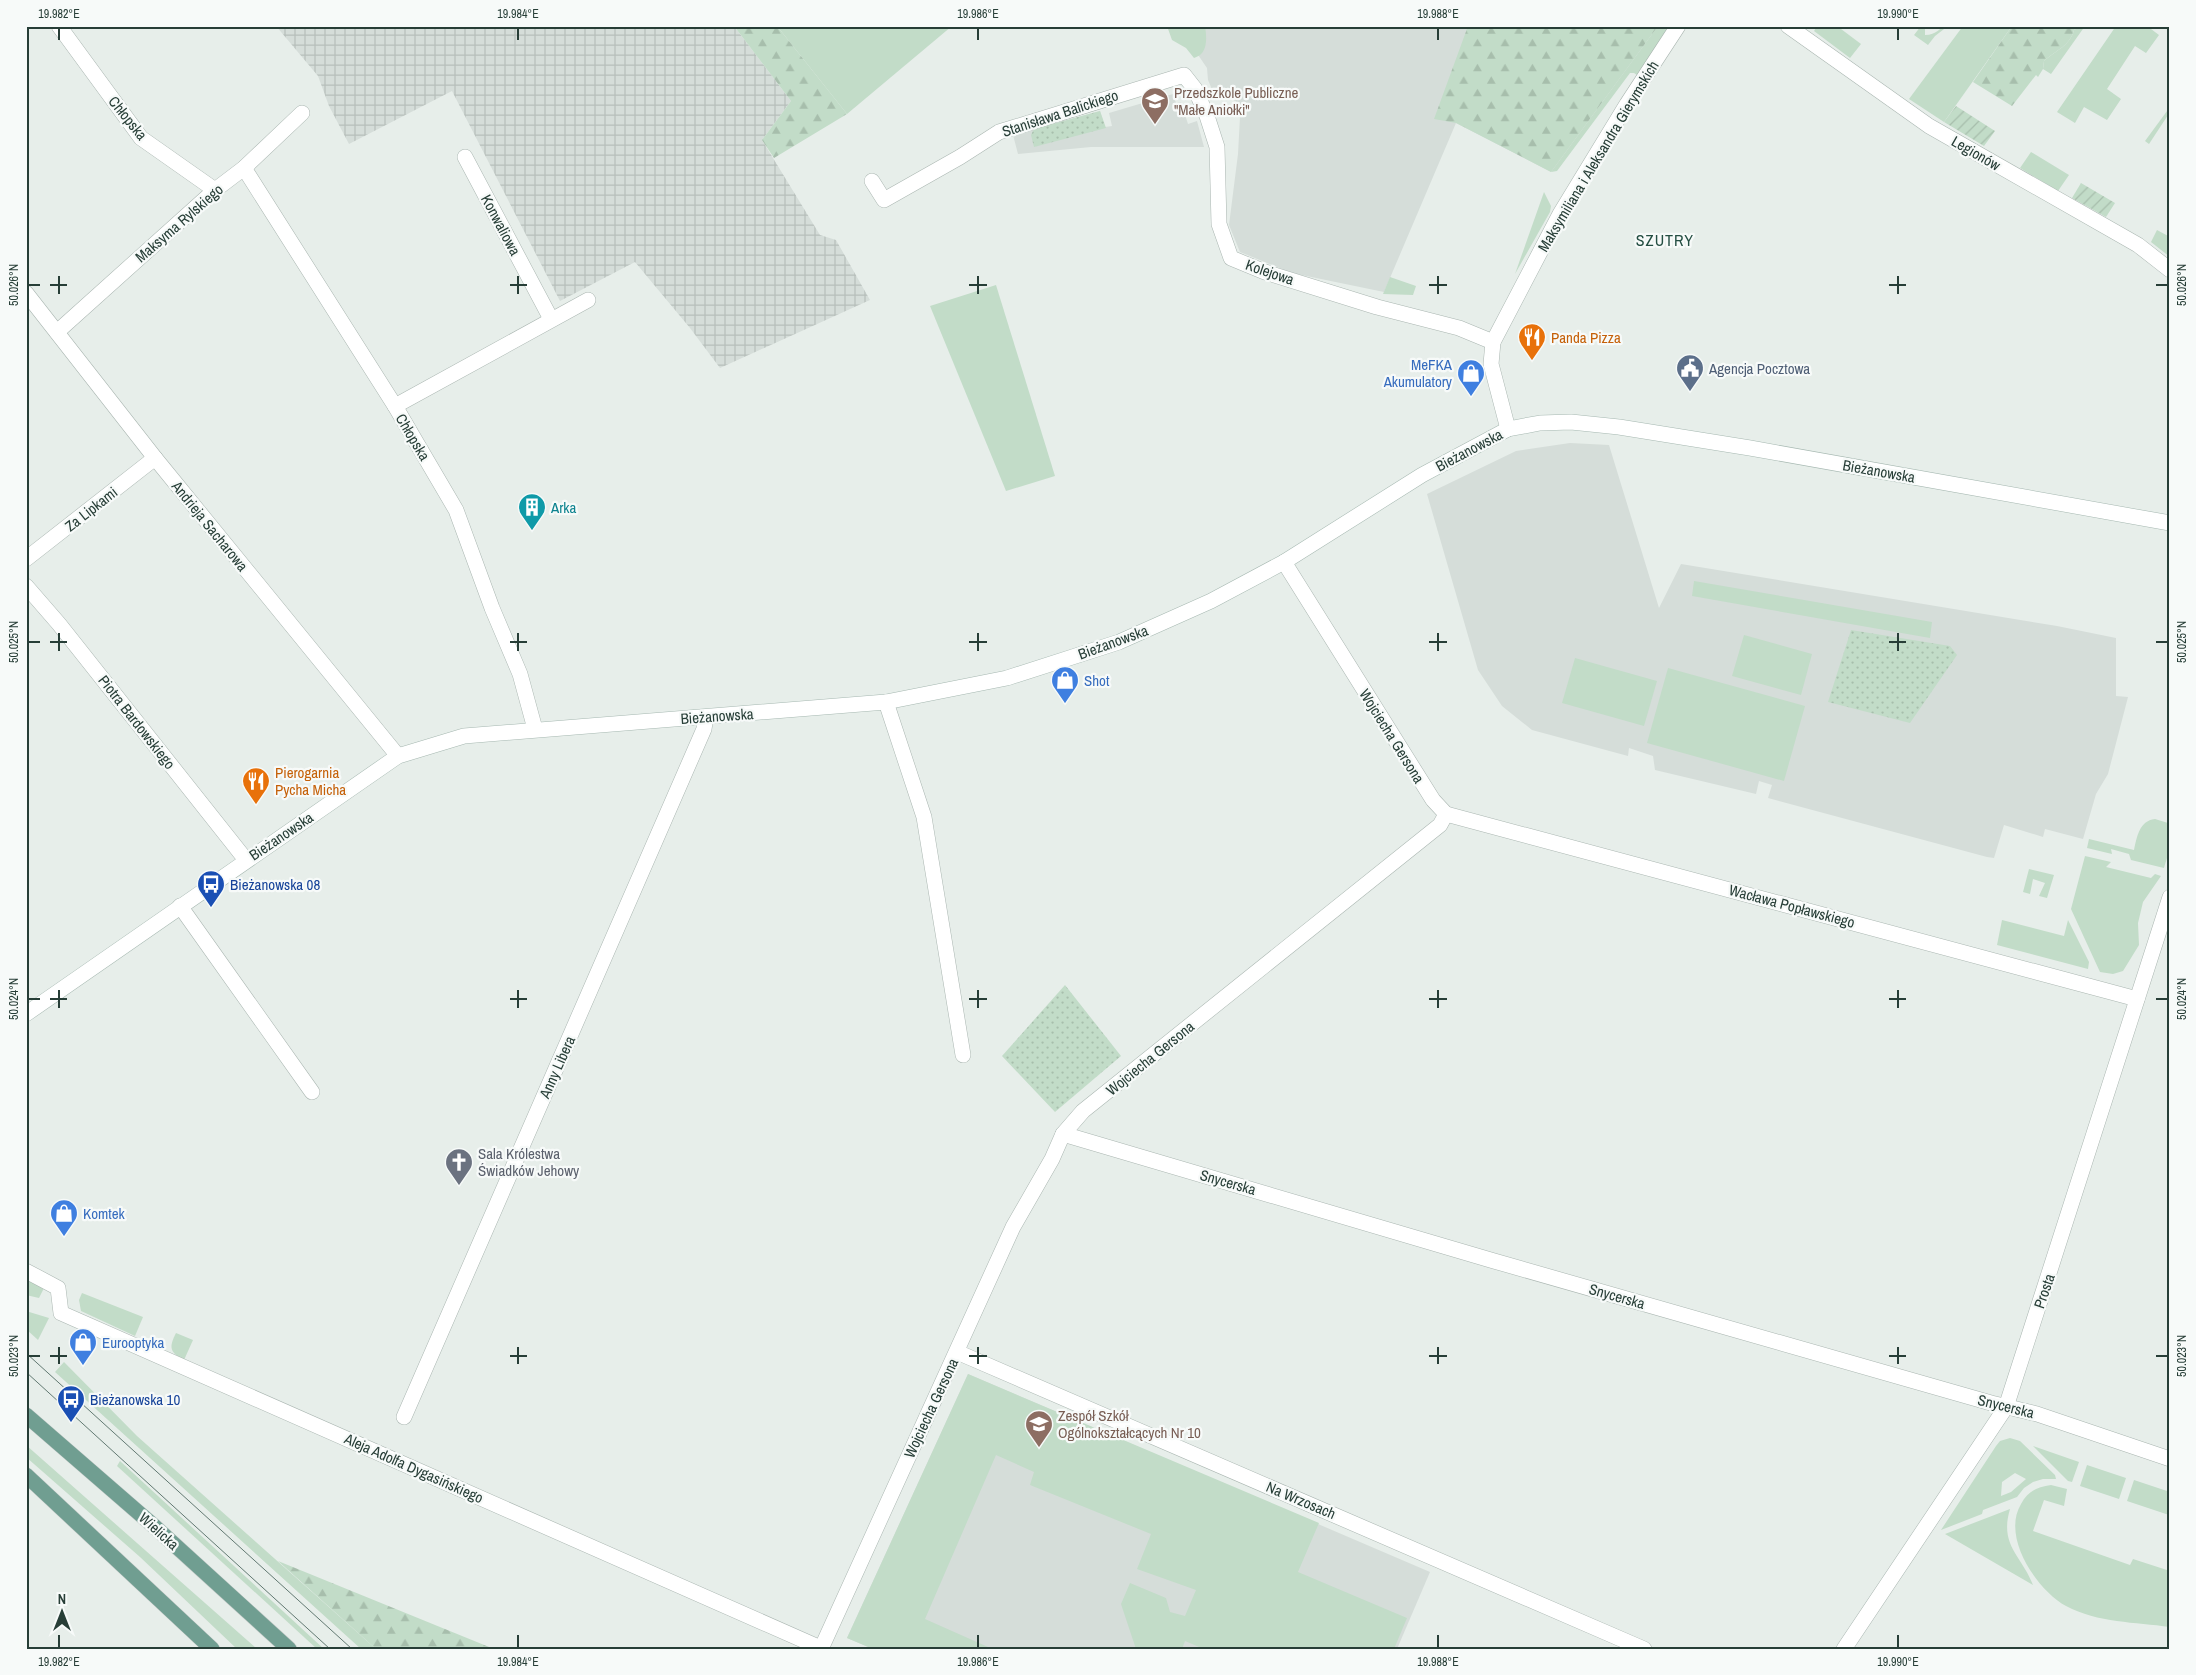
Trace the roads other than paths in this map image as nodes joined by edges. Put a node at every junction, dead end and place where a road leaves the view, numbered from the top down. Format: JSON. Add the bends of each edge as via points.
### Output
{"nodes":[{"id":1,"x":59,"y":26,"type":"edge"},
{"id":2,"x":1678,"y":26,"type":"edge"},
{"id":3,"x":1788,"y":26,"type":"edge"},
{"id":4,"x":1184,"y":75,"type":"joint"},
{"id":5,"x":302,"y":112,"type":"dead end"},
{"id":6,"x":465,"y":157,"type":"dead end"},
{"id":7,"x":244,"y":168,"type":"junction"},
{"id":8,"x":872,"y":181,"type":"dead end"},
{"id":9,"x":215,"y":190,"type":"junction"},
{"id":10,"x":2170,"y":270,"type":"edge"},
{"id":11,"x":26,"y":293,"type":"edge"},
{"id":12,"x":588,"y":300,"type":"dead end"},
{"id":13,"x":551,"y":319,"type":"junction"},
{"id":14,"x":57,"y":332,"type":"junction"},
{"id":15,"x":1493,"y":342,"type":"junction"},
{"id":16,"x":395,"y":406,"type":"junction"},
{"id":17,"x":1508,"y":429,"type":"junction"},
{"id":18,"x":155,"y":458,"type":"junction"},
{"id":19,"x":2170,"y":523,"type":"edge"},
{"id":20,"x":26,"y":560,"type":"edge"},
{"id":21,"x":1284,"y":562,"type":"junction"},
{"id":22,"x":26,"y":586,"type":"edge"},
{"id":23,"x":886,"y":702,"type":"junction"},
{"id":24,"x":706,"y":717,"type":"junction"},
{"id":25,"x":535,"y":730,"type":"junction"},
{"id":26,"x":398,"y":756,"type":"junction"},
{"id":27,"x":1446,"y":814,"type":"junction"},
{"id":28,"x":246,"y":860,"type":"junction"},
{"id":29,"x":2170,"y":897,"type":"edge"},
{"id":30,"x":180,"y":906,"type":"junction"},
{"id":31,"x":2137,"y":998,"type":"junction"},
{"id":32,"x":26,"y":1014,"type":"edge"},
{"id":33,"x":964,"y":1054,"type":"dead end"},
{"id":34,"x":312,"y":1092,"type":"dead end"},
{"id":35,"x":1063,"y":1134,"type":"junction"},
{"id":36,"x":26,"y":1271,"type":"edge"},
{"id":37,"x":957,"y":1352,"type":"junction"},
{"id":38,"x":2006,"y":1407,"type":"junction"},
{"id":39,"x":26,"y":1415,"type":"edge"},
{"id":40,"x":404,"y":1417,"type":"dead end"},
{"id":41,"x":2170,"y":1459,"type":"edge"},
{"id":42,"x":26,"y":1475,"type":"edge"},
{"id":43,"x":212,"y":1649,"type":"edge"},
{"id":44,"x":289,"y":1649,"type":"edge"},
{"id":45,"x":822,"y":1649,"type":"edge"},
{"id":46,"x":1644,"y":1649,"type":"edge"},
{"id":47,"x":1844,"y":1649,"type":"edge"}],
"edges":[{"from":1,"to":9,"type":"street","name":"Chłopska","via":[[141,138]]},
{"from":2,"to":15,"type":"street","name":"Maksymiliana i Aleksandra Gierymskich","via":[[1560,214]]},
{"from":3,"to":10,"type":"street","name":"Legionów","via":[[1929,126],[2138,245]]},
{"from":4,"to":8,"type":"street","name":"Stanisława Balickiego","via":[[999,132],[884,200]]},
{"from":4,"to":15,"type":"street","name":"Kolejowa","via":[[1195,89],[1217,147],[1219,224],[1231,258],[1377,307],[1459,328]]},
{"from":5,"to":7,"type":"street","name":"Maksyma Rylskiego"},
{"from":6,"to":13,"type":"street","name":"Konwaliowa"},
{"from":7,"to":9,"type":"street","name":"Maksyma Rylskiego"},
{"from":7,"to":16,"type":"street","name":"Chłopska"},
{"from":9,"to":14,"type":"street","name":"Maksyma Rylskiego"},
{"from":11,"to":14,"type":"street","name":"Andrieja Sacharowa"},
{"from":12,"to":13,"type":"street"},
{"from":13,"to":16,"type":"street"},
{"from":14,"to":18,"type":"street","name":"Andrieja Sacharowa"},
{"from":15,"to":17,"type":"street","name":"Maksymiliana i Aleksandra Gierymskich","via":[[1491,364]]},
{"from":16,"to":25,"type":"street","name":"Chłopska","via":[[456,510],[520,674]]},
{"from":17,"to":19,"type":"street","name":"Bieżanowska","via":[[1571,422],[1619,426]]},
{"from":17,"to":21,"type":"street","name":"Bieżanowska","via":[[1422,475]]},
{"from":18,"to":20,"type":"street","name":"Za Lipkami"},
{"from":18,"to":26,"type":"street","name":"Andrieja Sacharowa"},
{"from":21,"to":23,"type":"street","name":"Bieżanowska","via":[[1211,601],[1119,642],[1007,678]]},
{"from":21,"to":27,"type":"street","name":"Wojciecha Gersona","via":[[1433,800]]},
{"from":22,"to":28,"type":"street","name":"Piotra Bardowskiego"},
{"from":23,"to":24,"type":"street","name":"Bieżanowska"},
{"from":23,"to":33,"type":"street","via":[[924,816]]},
{"from":24,"to":25,"type":"street","name":"Bieżanowska"},
{"from":24,"to":40,"type":"street","name":"Anny Libera","via":[[704,730]]},
{"from":25,"to":26,"type":"street","name":"Bieżanowska","via":[[464,736]]},
{"from":26,"to":28,"type":"street","name":"Bieżanowska"},
{"from":27,"to":31,"type":"street","name":"Wacława Popławskiego"},
{"from":27,"to":35,"type":"street","name":"Wojciecha Gersona","via":[[1440,825],[1084,1111]]},
{"from":28,"to":30,"type":"street","name":"Bieżanowska"},
{"from":29,"to":31,"type":"street","name":"Prosta"},
{"from":30,"to":32,"type":"street","name":"Bieżanowska"},
{"from":30,"to":34,"type":"street"},
{"from":31,"to":38,"type":"street","name":"Prosta"},
{"from":35,"to":37,"type":"street","name":"Wojciecha Gersona","via":[[1013,1226]]},
{"from":35,"to":38,"type":"street","name":"Snycerska"},
{"from":36,"to":45,"type":"street","name":"Aleja Adolfa Dygasińskiego","via":[[58,1288],[61,1312]]},
{"from":37,"to":45,"type":"street","name":"Wojciecha Gersona"},
{"from":37,"to":46,"type":"street","name":"Na Wrzosach"},
{"from":38,"to":41,"type":"street","name":"Snycerska","via":[[2037,1414]]},
{"from":38,"to":47,"type":"street","name":"Prosta"},
{"from":39,"to":44,"type":"main road","name":"Wielicka"},
{"from":42,"to":43,"type":"main road"}]}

- - -

* THE TASK *
Output every record above verbatim, excluding images.

* RESULT OF THE TASK *
Trace the roads other than paths in this map image as nodes joined by edges. Put a node at every junction, dead end and place where a road leaves the view, numbered from the top down. Format: JSON. Add the bends of each edge as via points.
### Output
{"nodes":[{"id":1,"x":59,"y":26,"type":"edge"},
{"id":2,"x":1678,"y":26,"type":"edge"},
{"id":3,"x":1788,"y":26,"type":"edge"},
{"id":4,"x":1184,"y":75,"type":"joint"},
{"id":5,"x":302,"y":112,"type":"dead end"},
{"id":6,"x":465,"y":157,"type":"dead end"},
{"id":7,"x":244,"y":168,"type":"junction"},
{"id":8,"x":872,"y":181,"type":"dead end"},
{"id":9,"x":215,"y":190,"type":"junction"},
{"id":10,"x":2170,"y":270,"type":"edge"},
{"id":11,"x":26,"y":293,"type":"edge"},
{"id":12,"x":588,"y":300,"type":"dead end"},
{"id":13,"x":551,"y":319,"type":"junction"},
{"id":14,"x":57,"y":332,"type":"junction"},
{"id":15,"x":1493,"y":342,"type":"junction"},
{"id":16,"x":395,"y":406,"type":"junction"},
{"id":17,"x":1508,"y":429,"type":"junction"},
{"id":18,"x":155,"y":458,"type":"junction"},
{"id":19,"x":2170,"y":523,"type":"edge"},
{"id":20,"x":26,"y":560,"type":"edge"},
{"id":21,"x":1284,"y":562,"type":"junction"},
{"id":22,"x":26,"y":586,"type":"edge"},
{"id":23,"x":886,"y":702,"type":"junction"},
{"id":24,"x":706,"y":717,"type":"junction"},
{"id":25,"x":535,"y":730,"type":"junction"},
{"id":26,"x":398,"y":756,"type":"junction"},
{"id":27,"x":1446,"y":814,"type":"junction"},
{"id":28,"x":246,"y":860,"type":"junction"},
{"id":29,"x":2170,"y":897,"type":"edge"},
{"id":30,"x":180,"y":906,"type":"junction"},
{"id":31,"x":2137,"y":998,"type":"junction"},
{"id":32,"x":26,"y":1014,"type":"edge"},
{"id":33,"x":964,"y":1054,"type":"dead end"},
{"id":34,"x":312,"y":1092,"type":"dead end"},
{"id":35,"x":1063,"y":1134,"type":"junction"},
{"id":36,"x":26,"y":1271,"type":"edge"},
{"id":37,"x":957,"y":1352,"type":"junction"},
{"id":38,"x":2006,"y":1407,"type":"junction"},
{"id":39,"x":26,"y":1415,"type":"edge"},
{"id":40,"x":404,"y":1417,"type":"dead end"},
{"id":41,"x":2170,"y":1459,"type":"edge"},
{"id":42,"x":26,"y":1475,"type":"edge"},
{"id":43,"x":212,"y":1649,"type":"edge"},
{"id":44,"x":289,"y":1649,"type":"edge"},
{"id":45,"x":822,"y":1649,"type":"edge"},
{"id":46,"x":1644,"y":1649,"type":"edge"},
{"id":47,"x":1844,"y":1649,"type":"edge"}],
"edges":[{"from":1,"to":9,"type":"street","name":"Chłopska","via":[[141,138]]},
{"from":2,"to":15,"type":"street","name":"Maksymiliana i Aleksandra Gierymskich","via":[[1560,214]]},
{"from":3,"to":10,"type":"street","name":"Legionów","via":[[1929,126],[2138,245]]},
{"from":4,"to":8,"type":"street","name":"Stanisława Balickiego","via":[[999,132],[884,200]]},
{"from":4,"to":15,"type":"street","name":"Kolejowa","via":[[1195,89],[1217,147],[1219,224],[1231,258],[1377,307],[1459,328]]},
{"from":5,"to":7,"type":"street","name":"Maksyma Rylskiego"},
{"from":6,"to":13,"type":"street","name":"Konwaliowa"},
{"from":7,"to":9,"type":"street","name":"Maksyma Rylskiego"},
{"from":7,"to":16,"type":"street","name":"Chłopska"},
{"from":9,"to":14,"type":"street","name":"Maksyma Rylskiego"},
{"from":11,"to":14,"type":"street","name":"Andrieja Sacharowa"},
{"from":12,"to":13,"type":"street"},
{"from":13,"to":16,"type":"street"},
{"from":14,"to":18,"type":"street","name":"Andrieja Sacharowa"},
{"from":15,"to":17,"type":"street","name":"Maksymiliana i Aleksandra Gierymskich","via":[[1491,364]]},
{"from":16,"to":25,"type":"street","name":"Chłopska","via":[[456,510],[520,674]]},
{"from":17,"to":19,"type":"street","name":"Bieżanowska","via":[[1571,422],[1619,426]]},
{"from":17,"to":21,"type":"street","name":"Bieżanowska","via":[[1422,475]]},
{"from":18,"to":20,"type":"street","name":"Za Lipkami"},
{"from":18,"to":26,"type":"street","name":"Andrieja Sacharowa"},
{"from":21,"to":23,"type":"street","name":"Bieżanowska","via":[[1211,601],[1119,642],[1007,678]]},
{"from":21,"to":27,"type":"street","name":"Wojciecha Gersona","via":[[1433,800]]},
{"from":22,"to":28,"type":"street","name":"Piotra Bardowskiego"},
{"from":23,"to":24,"type":"street","name":"Bieżanowska"},
{"from":23,"to":33,"type":"street","via":[[924,816]]},
{"from":24,"to":25,"type":"street","name":"Bieżanowska"},
{"from":24,"to":40,"type":"street","name":"Anny Libera","via":[[704,730]]},
{"from":25,"to":26,"type":"street","name":"Bieżanowska","via":[[464,736]]},
{"from":26,"to":28,"type":"street","name":"Bieżanowska"},
{"from":27,"to":31,"type":"street","name":"Wacława Popławskiego"},
{"from":27,"to":35,"type":"street","name":"Wojciecha Gersona","via":[[1440,825],[1084,1111]]},
{"from":28,"to":30,"type":"street","name":"Bieżanowska"},
{"from":29,"to":31,"type":"street","name":"Prosta"},
{"from":30,"to":32,"type":"street","name":"Bieżanowska"},
{"from":30,"to":34,"type":"street"},
{"from":31,"to":38,"type":"street","name":"Prosta"},
{"from":35,"to":37,"type":"street","name":"Wojciecha Gersona","via":[[1013,1226]]},
{"from":35,"to":38,"type":"street","name":"Snycerska"},
{"from":36,"to":45,"type":"street","name":"Aleja Adolfa Dygasińskiego","via":[[58,1288],[61,1312]]},
{"from":37,"to":45,"type":"street","name":"Wojciecha Gersona"},
{"from":37,"to":46,"type":"street","name":"Na Wrzosach"},
{"from":38,"to":41,"type":"street","name":"Snycerska","via":[[2037,1414]]},
{"from":38,"to":47,"type":"street","name":"Prosta"},
{"from":39,"to":44,"type":"main road","name":"Wielicka"},
{"from":42,"to":43,"type":"main road"}]}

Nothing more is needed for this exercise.